Ils savent aussi qu'en cette fin de matinée, leur acte terrible va recevoir une couverture médiatique cette fois télévisuelle et radiophonique nationale, européenne et globale et marquer tous les esprits de Pékin à Los Angeles, de Londres à Johannesburg. Nos médias et leurs écrans démultipliés sont disponibles pour ces images et eux aussi en attente et avides d'un contenu spectaculaire et de ses suites potentielles.
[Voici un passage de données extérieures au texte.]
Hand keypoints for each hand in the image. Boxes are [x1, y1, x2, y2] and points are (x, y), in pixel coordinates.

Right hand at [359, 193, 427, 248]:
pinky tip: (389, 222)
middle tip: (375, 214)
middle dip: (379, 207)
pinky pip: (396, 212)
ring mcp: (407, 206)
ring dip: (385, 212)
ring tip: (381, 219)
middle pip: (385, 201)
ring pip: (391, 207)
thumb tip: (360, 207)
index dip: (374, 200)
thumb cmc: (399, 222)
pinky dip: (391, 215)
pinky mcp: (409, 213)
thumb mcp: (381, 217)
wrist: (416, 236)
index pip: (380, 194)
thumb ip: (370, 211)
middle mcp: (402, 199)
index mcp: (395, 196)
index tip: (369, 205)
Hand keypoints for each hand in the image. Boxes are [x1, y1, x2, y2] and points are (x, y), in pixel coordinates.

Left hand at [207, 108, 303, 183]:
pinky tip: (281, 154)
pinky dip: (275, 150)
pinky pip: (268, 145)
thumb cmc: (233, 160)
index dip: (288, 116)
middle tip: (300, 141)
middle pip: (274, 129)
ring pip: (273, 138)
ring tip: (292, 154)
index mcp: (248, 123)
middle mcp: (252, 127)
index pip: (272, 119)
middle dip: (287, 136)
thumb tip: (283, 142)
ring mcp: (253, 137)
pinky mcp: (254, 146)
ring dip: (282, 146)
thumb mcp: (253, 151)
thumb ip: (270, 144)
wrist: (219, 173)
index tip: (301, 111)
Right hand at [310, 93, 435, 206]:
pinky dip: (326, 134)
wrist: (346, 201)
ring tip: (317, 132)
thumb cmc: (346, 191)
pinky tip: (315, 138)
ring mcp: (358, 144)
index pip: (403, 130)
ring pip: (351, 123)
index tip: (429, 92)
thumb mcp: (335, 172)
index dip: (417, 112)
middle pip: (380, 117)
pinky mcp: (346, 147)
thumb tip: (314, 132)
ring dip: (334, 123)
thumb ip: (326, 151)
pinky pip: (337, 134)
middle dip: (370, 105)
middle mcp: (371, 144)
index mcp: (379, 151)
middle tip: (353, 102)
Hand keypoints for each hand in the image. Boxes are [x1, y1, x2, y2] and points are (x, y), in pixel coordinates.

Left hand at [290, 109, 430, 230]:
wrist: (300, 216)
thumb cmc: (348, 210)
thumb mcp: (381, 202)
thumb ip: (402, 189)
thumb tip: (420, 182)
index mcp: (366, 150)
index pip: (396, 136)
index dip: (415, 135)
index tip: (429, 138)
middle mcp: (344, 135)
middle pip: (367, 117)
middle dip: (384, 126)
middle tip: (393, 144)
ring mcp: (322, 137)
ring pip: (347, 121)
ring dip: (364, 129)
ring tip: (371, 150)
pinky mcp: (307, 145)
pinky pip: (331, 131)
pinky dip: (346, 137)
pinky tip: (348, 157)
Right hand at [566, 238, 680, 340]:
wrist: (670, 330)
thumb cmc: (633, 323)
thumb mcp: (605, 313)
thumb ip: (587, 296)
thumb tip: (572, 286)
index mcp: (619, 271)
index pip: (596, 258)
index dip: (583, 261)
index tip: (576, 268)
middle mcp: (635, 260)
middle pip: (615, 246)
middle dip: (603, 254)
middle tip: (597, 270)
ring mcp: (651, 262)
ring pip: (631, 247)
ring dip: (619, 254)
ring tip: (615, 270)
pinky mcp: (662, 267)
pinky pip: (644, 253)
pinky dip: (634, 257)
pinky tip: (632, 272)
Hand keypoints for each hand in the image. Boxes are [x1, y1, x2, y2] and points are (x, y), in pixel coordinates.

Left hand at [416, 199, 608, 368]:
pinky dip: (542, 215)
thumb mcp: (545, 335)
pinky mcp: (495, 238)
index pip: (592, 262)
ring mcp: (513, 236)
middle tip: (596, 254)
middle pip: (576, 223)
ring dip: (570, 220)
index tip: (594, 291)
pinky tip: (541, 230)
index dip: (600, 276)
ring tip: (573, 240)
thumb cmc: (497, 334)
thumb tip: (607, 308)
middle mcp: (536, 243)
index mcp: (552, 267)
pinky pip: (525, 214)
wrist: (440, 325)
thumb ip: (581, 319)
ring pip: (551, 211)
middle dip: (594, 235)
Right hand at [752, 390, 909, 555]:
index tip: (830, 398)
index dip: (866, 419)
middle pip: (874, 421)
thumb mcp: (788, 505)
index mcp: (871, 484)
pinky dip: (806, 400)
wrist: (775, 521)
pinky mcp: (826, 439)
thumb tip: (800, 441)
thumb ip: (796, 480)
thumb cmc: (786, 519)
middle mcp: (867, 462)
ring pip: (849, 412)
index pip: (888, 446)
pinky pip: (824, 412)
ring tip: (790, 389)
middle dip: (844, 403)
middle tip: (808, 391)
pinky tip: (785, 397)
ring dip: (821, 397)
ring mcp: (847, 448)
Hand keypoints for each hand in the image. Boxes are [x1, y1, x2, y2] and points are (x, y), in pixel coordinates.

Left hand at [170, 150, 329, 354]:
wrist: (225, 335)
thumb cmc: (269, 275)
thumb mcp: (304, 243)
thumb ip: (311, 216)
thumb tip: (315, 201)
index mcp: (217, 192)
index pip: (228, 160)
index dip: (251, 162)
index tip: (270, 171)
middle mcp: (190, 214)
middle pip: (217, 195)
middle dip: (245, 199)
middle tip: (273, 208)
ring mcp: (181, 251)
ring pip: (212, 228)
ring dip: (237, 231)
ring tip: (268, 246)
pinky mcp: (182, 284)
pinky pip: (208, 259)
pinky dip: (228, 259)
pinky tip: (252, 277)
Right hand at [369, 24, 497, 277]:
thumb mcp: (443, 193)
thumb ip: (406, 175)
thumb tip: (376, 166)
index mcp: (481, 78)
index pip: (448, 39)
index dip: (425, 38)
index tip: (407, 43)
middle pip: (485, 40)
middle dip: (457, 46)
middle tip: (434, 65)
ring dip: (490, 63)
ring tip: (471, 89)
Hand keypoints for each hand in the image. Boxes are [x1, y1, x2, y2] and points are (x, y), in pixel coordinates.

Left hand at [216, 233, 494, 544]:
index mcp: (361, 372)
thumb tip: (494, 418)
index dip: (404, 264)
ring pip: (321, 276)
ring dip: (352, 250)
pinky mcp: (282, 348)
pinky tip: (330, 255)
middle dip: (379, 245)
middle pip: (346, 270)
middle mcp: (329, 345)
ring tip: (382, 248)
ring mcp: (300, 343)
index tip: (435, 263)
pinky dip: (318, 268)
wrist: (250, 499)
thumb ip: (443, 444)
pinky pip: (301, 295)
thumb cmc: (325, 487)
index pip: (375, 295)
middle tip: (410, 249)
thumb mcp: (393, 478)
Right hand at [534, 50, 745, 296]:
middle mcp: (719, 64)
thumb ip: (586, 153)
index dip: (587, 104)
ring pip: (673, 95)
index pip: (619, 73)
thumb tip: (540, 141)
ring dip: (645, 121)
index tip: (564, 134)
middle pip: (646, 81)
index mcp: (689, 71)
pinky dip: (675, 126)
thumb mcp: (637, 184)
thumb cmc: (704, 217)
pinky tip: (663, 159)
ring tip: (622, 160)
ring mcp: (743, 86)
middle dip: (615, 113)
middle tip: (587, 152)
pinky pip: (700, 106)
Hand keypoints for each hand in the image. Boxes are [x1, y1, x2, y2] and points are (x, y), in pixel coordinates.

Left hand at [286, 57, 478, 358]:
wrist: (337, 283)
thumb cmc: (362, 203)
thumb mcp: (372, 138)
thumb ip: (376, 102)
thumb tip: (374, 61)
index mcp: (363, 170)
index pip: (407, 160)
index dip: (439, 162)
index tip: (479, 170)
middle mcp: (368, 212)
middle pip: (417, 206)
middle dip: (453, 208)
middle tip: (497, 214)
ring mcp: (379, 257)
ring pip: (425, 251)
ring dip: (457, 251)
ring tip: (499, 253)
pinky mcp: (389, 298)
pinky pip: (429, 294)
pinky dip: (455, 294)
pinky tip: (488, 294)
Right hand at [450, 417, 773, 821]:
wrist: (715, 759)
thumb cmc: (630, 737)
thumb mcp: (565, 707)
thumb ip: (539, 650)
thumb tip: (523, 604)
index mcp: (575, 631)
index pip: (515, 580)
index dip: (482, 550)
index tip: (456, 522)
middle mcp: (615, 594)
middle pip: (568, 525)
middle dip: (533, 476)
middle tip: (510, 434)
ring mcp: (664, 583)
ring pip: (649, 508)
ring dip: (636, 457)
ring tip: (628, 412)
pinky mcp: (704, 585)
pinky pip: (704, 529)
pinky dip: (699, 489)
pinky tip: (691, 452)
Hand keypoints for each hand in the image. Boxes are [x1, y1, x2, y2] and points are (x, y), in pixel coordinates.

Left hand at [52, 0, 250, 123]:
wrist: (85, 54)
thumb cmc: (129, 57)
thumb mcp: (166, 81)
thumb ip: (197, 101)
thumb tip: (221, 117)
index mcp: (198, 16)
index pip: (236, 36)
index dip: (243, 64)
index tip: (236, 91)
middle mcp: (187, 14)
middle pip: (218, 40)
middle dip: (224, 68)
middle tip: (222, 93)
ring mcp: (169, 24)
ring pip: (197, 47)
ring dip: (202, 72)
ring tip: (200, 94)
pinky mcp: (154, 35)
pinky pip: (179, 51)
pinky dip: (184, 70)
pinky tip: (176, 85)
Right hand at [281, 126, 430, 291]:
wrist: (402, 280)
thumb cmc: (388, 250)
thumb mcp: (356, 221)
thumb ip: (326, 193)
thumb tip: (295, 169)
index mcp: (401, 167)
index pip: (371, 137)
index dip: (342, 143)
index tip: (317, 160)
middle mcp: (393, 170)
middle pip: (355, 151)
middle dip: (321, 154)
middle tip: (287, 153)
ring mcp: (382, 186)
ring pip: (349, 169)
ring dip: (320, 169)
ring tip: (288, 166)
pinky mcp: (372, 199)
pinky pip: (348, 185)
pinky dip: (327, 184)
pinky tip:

La fragilité de nos sociétés face à ces images

Les professionnels de la terreur connaissent aussi le paradoxe de l'extrême sensibilité de nos sociétés, on devrait même utiliser le terme fragilité face à ces images et ces sons. Nous redoutons, régulièrement alertés par nos élites et gouvernements, des actions de cette nature. Cette fois, plus d'incertitude, pas de protection, nous sommes bien reliés au réel de ce Monde et nous sommes aussi vulnérables que les autres.

Coïncidence, ce matin même était enfin libéré le nouvel opus de Michel Houellebecq, Soumission. Une sortie elle-même ultra teasée et médiatisée par un marketing éditorial implacable, balayant tout sur son passage. Un roman qui provoquait jusqu'à l'attentat un raz de marée médiatique sur fond majoritaire de rejet.

Simple hasard ou encore une fois planning médiatique opportuniste d'une terreur à la narration précise et ultra contemporaine ? On se relie à un phénomène médiatique que l'on a anticipé pour augmenter sa propre performance, pour la dramatiser encore davantage. On lève une vague face à une autre vague. Une vague scélérate.